- What is being asked
Give all of the data again exactly as written, omitting every image.

- Data for this task
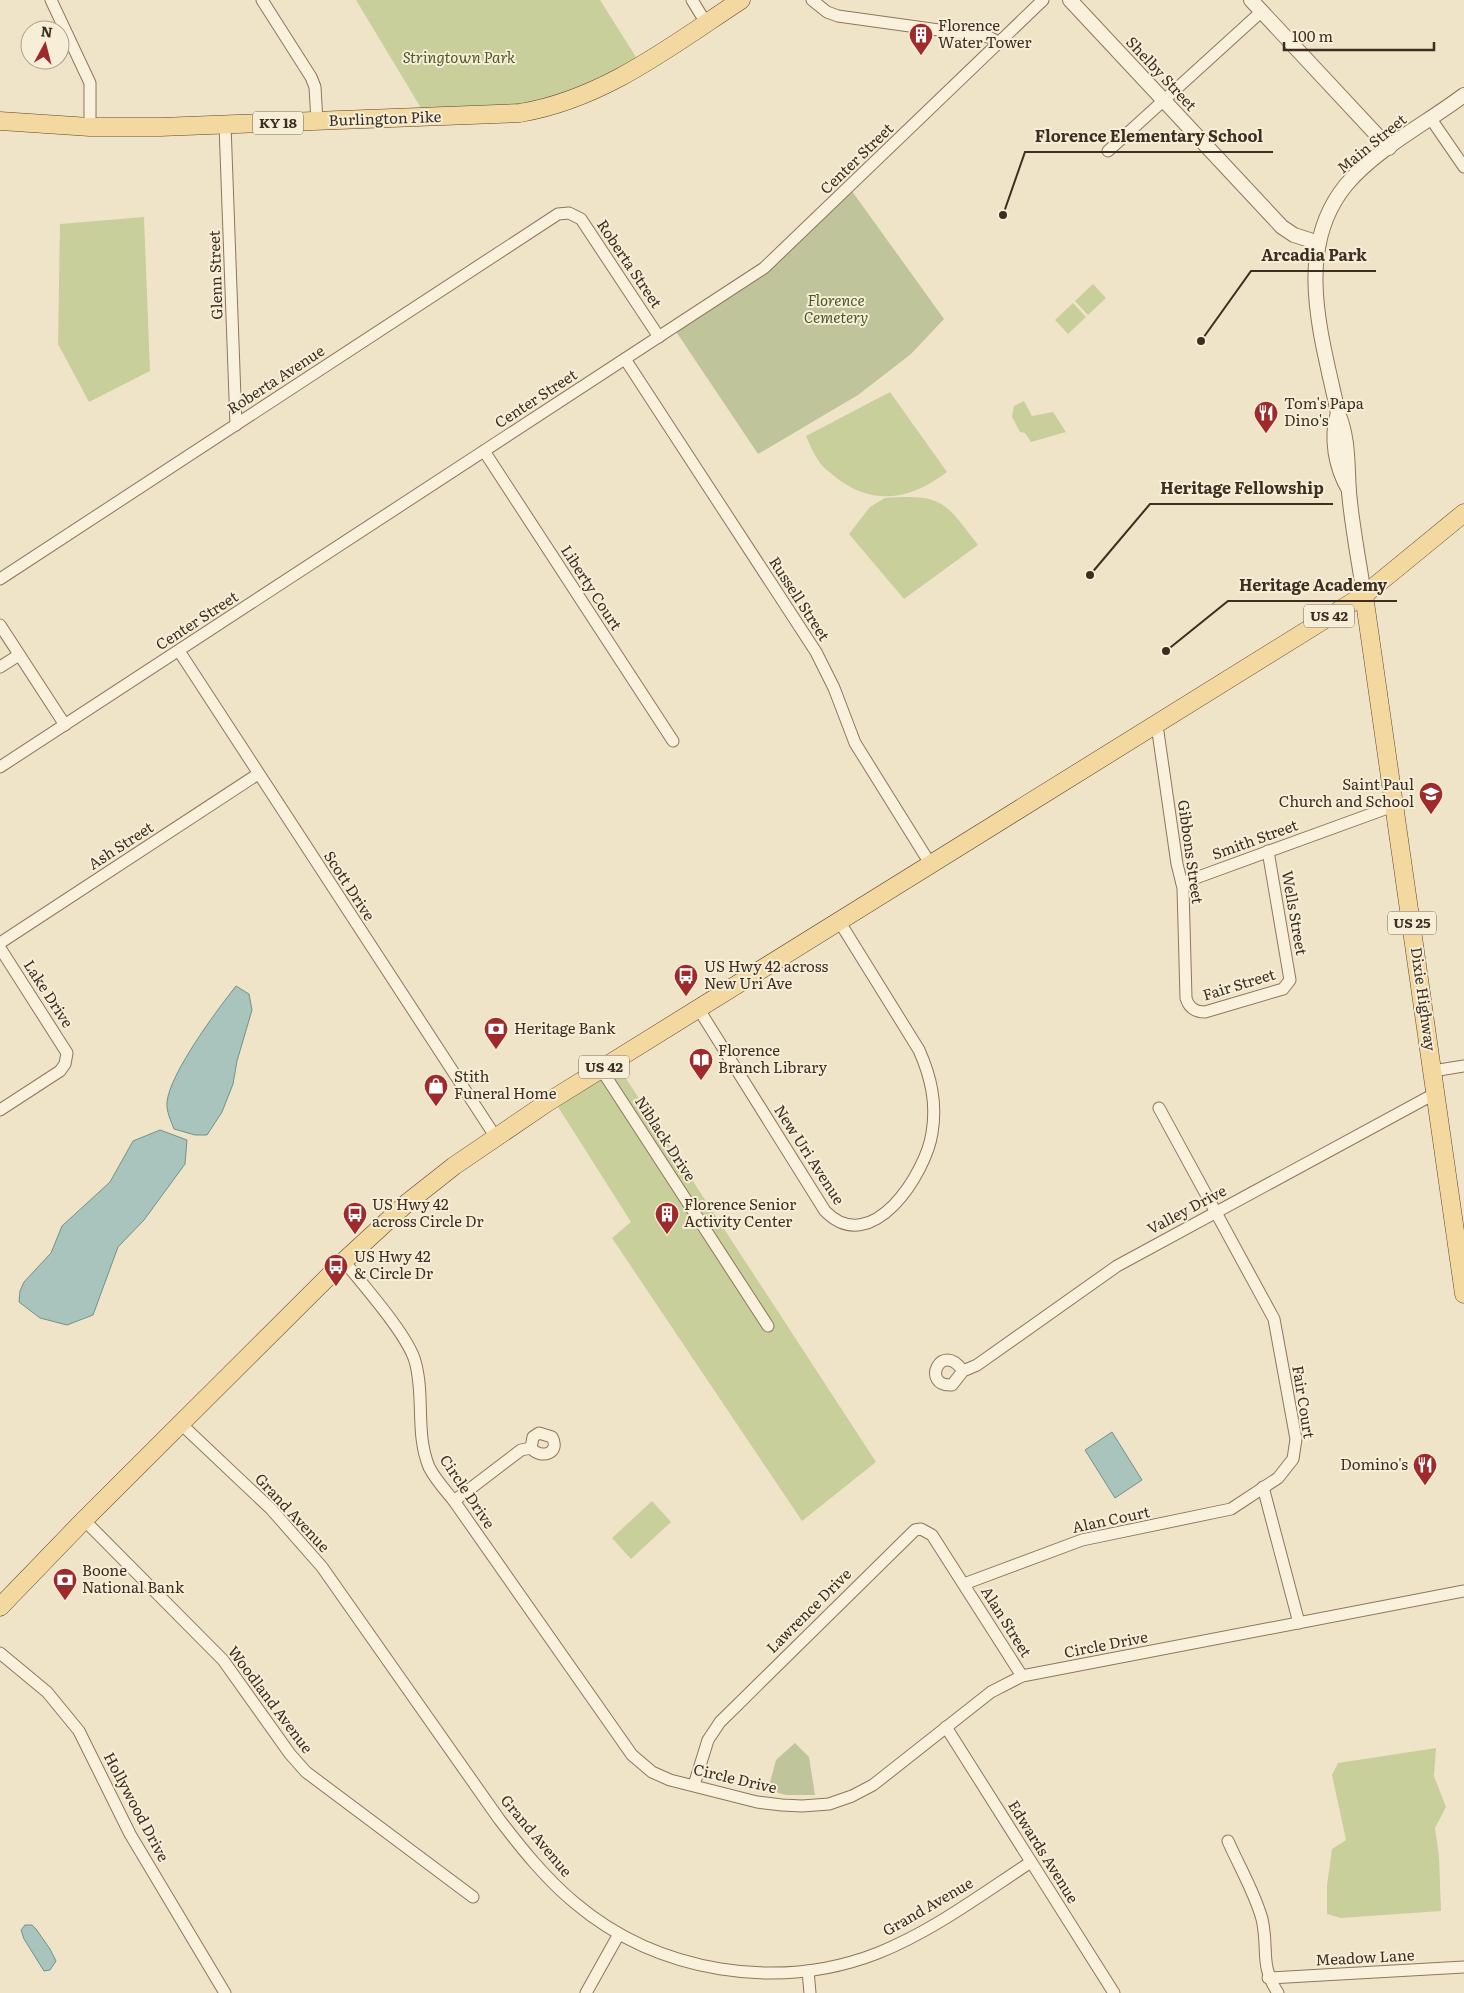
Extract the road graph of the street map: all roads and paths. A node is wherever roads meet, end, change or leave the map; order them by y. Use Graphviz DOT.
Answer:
graph roads {
  1 [pos="51,0"];
  2 [pos="262,0"];
  3 [pos="692,0"];
  4 [pos="741,0"];
  5 [pos="812,0"];
  6 [pos="1043,0"];
  7 [pos="1070,0"];
  8 [pos="1251,0"];
  9 [pos="1262,11"];
  10 [pos="706,23"];
  11 [pos="1000,43"];
  12 [pos="1464,95"];
  13 [pos="1162,99"];
  14 [pos="1431,120"];
  15 [pos="0,121"];
  16 [pos="317,122"];
  17 [pos="226,125"];
  18 [pos="90,127"];
  19 [pos="1389,148"];
  20 [pos="1108,151"];
  21 [pos="1464,167"];
  22 [pos="570,213"];
  23 [pos="1319,243"];
  24 [pos="659,337"];
  25 [pos="625,359"];
  26 [pos="236,424"];
  27 [pos="484,451"];
  28 [pos="1464,513"];
  29 [pos="0,578"];
  30 [pos="1364,595"];
  31 [pos="0,626"];
  32 [pos="179,651"];
  33 [pos="19,655"];
  34 [pos="0,667"];
  35 [pos="65,725"];
  36 [pos="1157,725"];
  37 [pos="673,741"];
  38 [pos="0,767"];
  39 [pos="258,774"];
  40 [pos="1396,805"];
  41 [pos="1268,851"];
  42 [pos="931,865"];
  43 [pos="1182,883"];
  44 [pos="839,921"];
  45 [pos="0,943"];
  46 [pos="0,948"];
  47 [pos="1290,980"];
  48 [pos="698,1008"];
  49 [pos="1195,1010"];
  50 [pos="1464,1066"];
  51 [pos="601,1069"];
  52 [pos="1433,1071"];
  53 [pos="1436,1093"];
  54 [pos="1159,1108"];
  55 [pos="0,1110"];
  56 [pos="496,1136"];
  57 [pos="1216,1212"];
  58 [pos="344,1261"];
  59 [pos="1464,1294"];
  60 [pos="768,1326"];
  61 [pos="963,1371"];
  62 [pos="180,1423"];
  63 [pos="531,1448"];
  64 [pos="1263,1487"];
  65 [pos="454,1501"];
  66 [pos="84,1520"];
  67 [pos="964,1584"];
  68 [pos="1464,1591"];
  69 [pos="0,1607"];
  70 [pos="1299,1623"];
  71 [pos="0,1653"];
  72 [pos="1022,1676"];
  73 [pos="946,1727"];
  74 [pos="694,1785"];
  75 [pos="1228,1841"];
  76 [pos="1031,1862"];
  77 [pos="473,1897"];
  78 [pos="619,1934"];
  79 [pos="1464,1967"];
  80 [pos="808,1971"];
  81 [pos="1268,1978"];
  82 [pos="225,1993"];
  83 [pos="586,1993"];
  84 [pos="810,1993"];
  85 [pos="1114,1993"];
  86 [pos="1278,1993"];
  1 -- 18 [label="street"];
  2 -- 16 [label="street"];
  3 -- 10 [label="street"];
  4 -- 10 [label="main road, Burlington Pike / KY 18"];
  5 -- 11 [label="street"];
  6 -- 11 [label="street, Center Street"];
  7 -- 13 [label="street, Shelby Street"];
  8 -- 9 [label="street"];
  9 -- 13 [label="street"];
  9 -- 19 [label="street"];
  10 -- 16 [label="main road, Burlington Pike / KY 18"];
  11 -- 24 [label="street, Center Street"];
  12 -- 14 [label="street, Main Street"];
  13 -- 20 [label="street"];
  13 -- 23 [label="street, Shelby Street"];
  14 -- 19 [label="street, Main Street"];
  14 -- 21 [label="street"];
  15 -- 18 [label="main road, Burlington Pike / KY 18"];
  16 -- 17 [label="main road, Burlington Pike / KY 18"];
  17 -- 18 [label="main road, Burlington Pike / KY 18"];
  17 -- 26 [label="street, Glenn Street"];
  19 -- 23 [label="street, Main Street"];
  22 -- 24 [label="street, Roberta Street"];
  22 -- 26 [label="street, Roberta Avenue"];
  23 -- 30 [label="street, Main Street"];
  24 -- 25 [label="street, Center Street"];
  25 -- 27 [label="street, Center Street"];
  25 -- 42 [label="street, Russell Street"];
  26 -- 29 [label="street, Roberta Avenue"];
  27 -- 32 [label="street, Center Street"];
  27 -- 37 [label="street, Liberty Court"];
  28 -- 30 [label="main road"];
  30 -- 36 [label="main road, US 42"];
  30 -- 40 [label="main road, Dixie Highway / US 25"];
  31 -- 33 [label="street"];
  32 -- 35 [label="street, Center Street"];
  32 -- 39 [label="street, Scott Drive"];
  33 -- 34 [label="street"];
  33 -- 35 [label="street"];
  35 -- 38 [label="street, Center Street"];
  36 -- 42 [label="main road, US 42"];
  36 -- 43 [label="street, Gibbons Street"];
  39 -- 45 [label="street, Ash Street"];
  39 -- 56 [label="street, Scott Drive"];
  40 -- 41 [label="street, Smith Street"];
  40 -- 52 [label="main road, Dixie Highway / US 25"];
  41 -- 43 [label="street, Smith Street"];
  41 -- 47 [label="street, Wells Street"];
  42 -- 44 [label="main road, US 42"];
  43 -- 49 [label="street, Gibbons Street"];
  44 -- 48 [label="main road, US 42"];
  44 -- 48 [label="street, New Uri Avenue"];
  46 -- 55 [label="street, Lake Drive"];
  47 -- 49 [label="street, Fair Street"];
  48 -- 51 [label="main road, US 42"];
  50 -- 52 [label="street"];
  51 -- 56 [label="main road, US 42"];
  51 -- 60 [label="street, Niblack Drive"];
  52 -- 53 [label="main road, Dixie Highway / US 25"];
  53 -- 57 [label="street, Valley Drive"];
  53 -- 59 [label="main road, Dixie Highway / US 25"];
  54 -- 57 [label="street, Fair Court"];
  56 -- 58 [label="main road, US 42"];
  57 -- 61 [label="street, Valley Drive"];
  57 -- 64 [label="street, Fair Court"];
  58 -- 62 [label="main road, US 42"];
  58 -- 65 [label="street, Circle Drive"];
  62 -- 66 [label="main road, US 42"];
  62 -- 78 [label="street, Grand Avenue"];
  63 -- 65 [label="street"];
  64 -- 67 [label="street, Alan Court"];
  64 -- 70 [label="street"];
  65 -- 74 [label="street, Circle Drive"];
  66 -- 69 [label="main road, US 42"];
  66 -- 77 [label="street, Woodland Avenue"];
  67 -- 72 [label="street, Alan Street"];
  67 -- 74 [label="street, Lawrence Drive"];
  68 -- 70 [label="street, Circle Drive"];
  70 -- 72 [label="street, Circle Drive"];
  71 -- 82 [label="street, Hollywood Drive"];
  72 -- 73 [label="street, Circle Drive"];
  73 -- 74 [label="street, Circle Drive"];
  73 -- 76 [label="street, Edwards Avenue"];
  75 -- 81 [label="street"];
  76 -- 80 [label="street, Grand Avenue"];
  76 -- 85 [label="street, Edwards Avenue"];
  78 -- 80 [label="street, Grand Avenue"];
  78 -- 83 [label="street"];
  79 -- 81 [label="street, Meadow Lane"];
  80 -- 84 [label="street"];
  81 -- 86 [label="street"];
}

- Finished exercise
Extract the road graph of the street map: all roads and paths. A node is wherever roads meet, end, change or leave the map; order them by y. Use Graphviz DOT.
Answer:
graph roads {
  1 [pos="51,0"];
  2 [pos="262,0"];
  3 [pos="692,0"];
  4 [pos="741,0"];
  5 [pos="812,0"];
  6 [pos="1043,0"];
  7 [pos="1070,0"];
  8 [pos="1251,0"];
  9 [pos="1262,11"];
  10 [pos="706,23"];
  11 [pos="1000,43"];
  12 [pos="1464,95"];
  13 [pos="1162,99"];
  14 [pos="1431,120"];
  15 [pos="0,121"];
  16 [pos="317,122"];
  17 [pos="226,125"];
  18 [pos="90,127"];
  19 [pos="1389,148"];
  20 [pos="1108,151"];
  21 [pos="1464,167"];
  22 [pos="570,213"];
  23 [pos="1319,243"];
  24 [pos="659,337"];
  25 [pos="625,359"];
  26 [pos="236,424"];
  27 [pos="484,451"];
  28 [pos="1464,513"];
  29 [pos="0,578"];
  30 [pos="1364,595"];
  31 [pos="0,626"];
  32 [pos="179,651"];
  33 [pos="19,655"];
  34 [pos="0,667"];
  35 [pos="65,725"];
  36 [pos="1157,725"];
  37 [pos="673,741"];
  38 [pos="0,767"];
  39 [pos="258,774"];
  40 [pos="1396,805"];
  41 [pos="1268,851"];
  42 [pos="931,865"];
  43 [pos="1182,883"];
  44 [pos="839,921"];
  45 [pos="0,943"];
  46 [pos="0,948"];
  47 [pos="1290,980"];
  48 [pos="698,1008"];
  49 [pos="1195,1010"];
  50 [pos="1464,1066"];
  51 [pos="601,1069"];
  52 [pos="1433,1071"];
  53 [pos="1436,1093"];
  54 [pos="1159,1108"];
  55 [pos="0,1110"];
  56 [pos="496,1136"];
  57 [pos="1216,1212"];
  58 [pos="344,1261"];
  59 [pos="1464,1294"];
  60 [pos="768,1326"];
  61 [pos="963,1371"];
  62 [pos="180,1423"];
  63 [pos="531,1448"];
  64 [pos="1263,1487"];
  65 [pos="454,1501"];
  66 [pos="84,1520"];
  67 [pos="964,1584"];
  68 [pos="1464,1591"];
  69 [pos="0,1607"];
  70 [pos="1299,1623"];
  71 [pos="0,1653"];
  72 [pos="1022,1676"];
  73 [pos="946,1727"];
  74 [pos="694,1785"];
  75 [pos="1228,1841"];
  76 [pos="1031,1862"];
  77 [pos="473,1897"];
  78 [pos="619,1934"];
  79 [pos="1464,1967"];
  80 [pos="808,1971"];
  81 [pos="1268,1978"];
  82 [pos="225,1993"];
  83 [pos="586,1993"];
  84 [pos="810,1993"];
  85 [pos="1114,1993"];
  86 [pos="1278,1993"];
  1 -- 18 [label="street"];
  2 -- 16 [label="street"];
  3 -- 10 [label="street"];
  4 -- 10 [label="main road, Burlington Pike / KY 18"];
  5 -- 11 [label="street"];
  6 -- 11 [label="street, Center Street"];
  7 -- 13 [label="street, Shelby Street"];
  8 -- 9 [label="street"];
  9 -- 13 [label="street"];
  9 -- 19 [label="street"];
  10 -- 16 [label="main road, Burlington Pike / KY 18"];
  11 -- 24 [label="street, Center Street"];
  12 -- 14 [label="street, Main Street"];
  13 -- 20 [label="street"];
  13 -- 23 [label="street, Shelby Street"];
  14 -- 19 [label="street, Main Street"];
  14 -- 21 [label="street"];
  15 -- 18 [label="main road, Burlington Pike / KY 18"];
  16 -- 17 [label="main road, Burlington Pike / KY 18"];
  17 -- 18 [label="main road, Burlington Pike / KY 18"];
  17 -- 26 [label="street, Glenn Street"];
  19 -- 23 [label="street, Main Street"];
  22 -- 24 [label="street, Roberta Street"];
  22 -- 26 [label="street, Roberta Avenue"];
  23 -- 30 [label="street, Main Street"];
  24 -- 25 [label="street, Center Street"];
  25 -- 27 [label="street, Center Street"];
  25 -- 42 [label="street, Russell Street"];
  26 -- 29 [label="street, Roberta Avenue"];
  27 -- 32 [label="street, Center Street"];
  27 -- 37 [label="street, Liberty Court"];
  28 -- 30 [label="main road"];
  30 -- 36 [label="main road, US 42"];
  30 -- 40 [label="main road, Dixie Highway / US 25"];
  31 -- 33 [label="street"];
  32 -- 35 [label="street, Center Street"];
  32 -- 39 [label="street, Scott Drive"];
  33 -- 34 [label="street"];
  33 -- 35 [label="street"];
  35 -- 38 [label="street, Center Street"];
  36 -- 42 [label="main road, US 42"];
  36 -- 43 [label="street, Gibbons Street"];
  39 -- 45 [label="street, Ash Street"];
  39 -- 56 [label="street, Scott Drive"];
  40 -- 41 [label="street, Smith Street"];
  40 -- 52 [label="main road, Dixie Highway / US 25"];
  41 -- 43 [label="street, Smith Street"];
  41 -- 47 [label="street, Wells Street"];
  42 -- 44 [label="main road, US 42"];
  43 -- 49 [label="street, Gibbons Street"];
  44 -- 48 [label="main road, US 42"];
  44 -- 48 [label="street, New Uri Avenue"];
  46 -- 55 [label="street, Lake Drive"];
  47 -- 49 [label="street, Fair Street"];
  48 -- 51 [label="main road, US 42"];
  50 -- 52 [label="street"];
  51 -- 56 [label="main road, US 42"];
  51 -- 60 [label="street, Niblack Drive"];
  52 -- 53 [label="main road, Dixie Highway / US 25"];
  53 -- 57 [label="street, Valley Drive"];
  53 -- 59 [label="main road, Dixie Highway / US 25"];
  54 -- 57 [label="street, Fair Court"];
  56 -- 58 [label="main road, US 42"];
  57 -- 61 [label="street, Valley Drive"];
  57 -- 64 [label="street, Fair Court"];
  58 -- 62 [label="main road, US 42"];
  58 -- 65 [label="street, Circle Drive"];
  62 -- 66 [label="main road, US 42"];
  62 -- 78 [label="street, Grand Avenue"];
  63 -- 65 [label="street"];
  64 -- 67 [label="street, Alan Court"];
  64 -- 70 [label="street"];
  65 -- 74 [label="street, Circle Drive"];
  66 -- 69 [label="main road, US 42"];
  66 -- 77 [label="street, Woodland Avenue"];
  67 -- 72 [label="street, Alan Street"];
  67 -- 74 [label="street, Lawrence Drive"];
  68 -- 70 [label="street, Circle Drive"];
  70 -- 72 [label="street, Circle Drive"];
  71 -- 82 [label="street, Hollywood Drive"];
  72 -- 73 [label="street, Circle Drive"];
  73 -- 74 [label="street, Circle Drive"];
  73 -- 76 [label="street, Edwards Avenue"];
  75 -- 81 [label="street"];
  76 -- 80 [label="street, Grand Avenue"];
  76 -- 85 [label="street, Edwards Avenue"];
  78 -- 80 [label="street, Grand Avenue"];
  78 -- 83 [label="street"];
  79 -- 81 [label="street, Meadow Lane"];
  80 -- 84 [label="street"];
  81 -- 86 [label="street"];
}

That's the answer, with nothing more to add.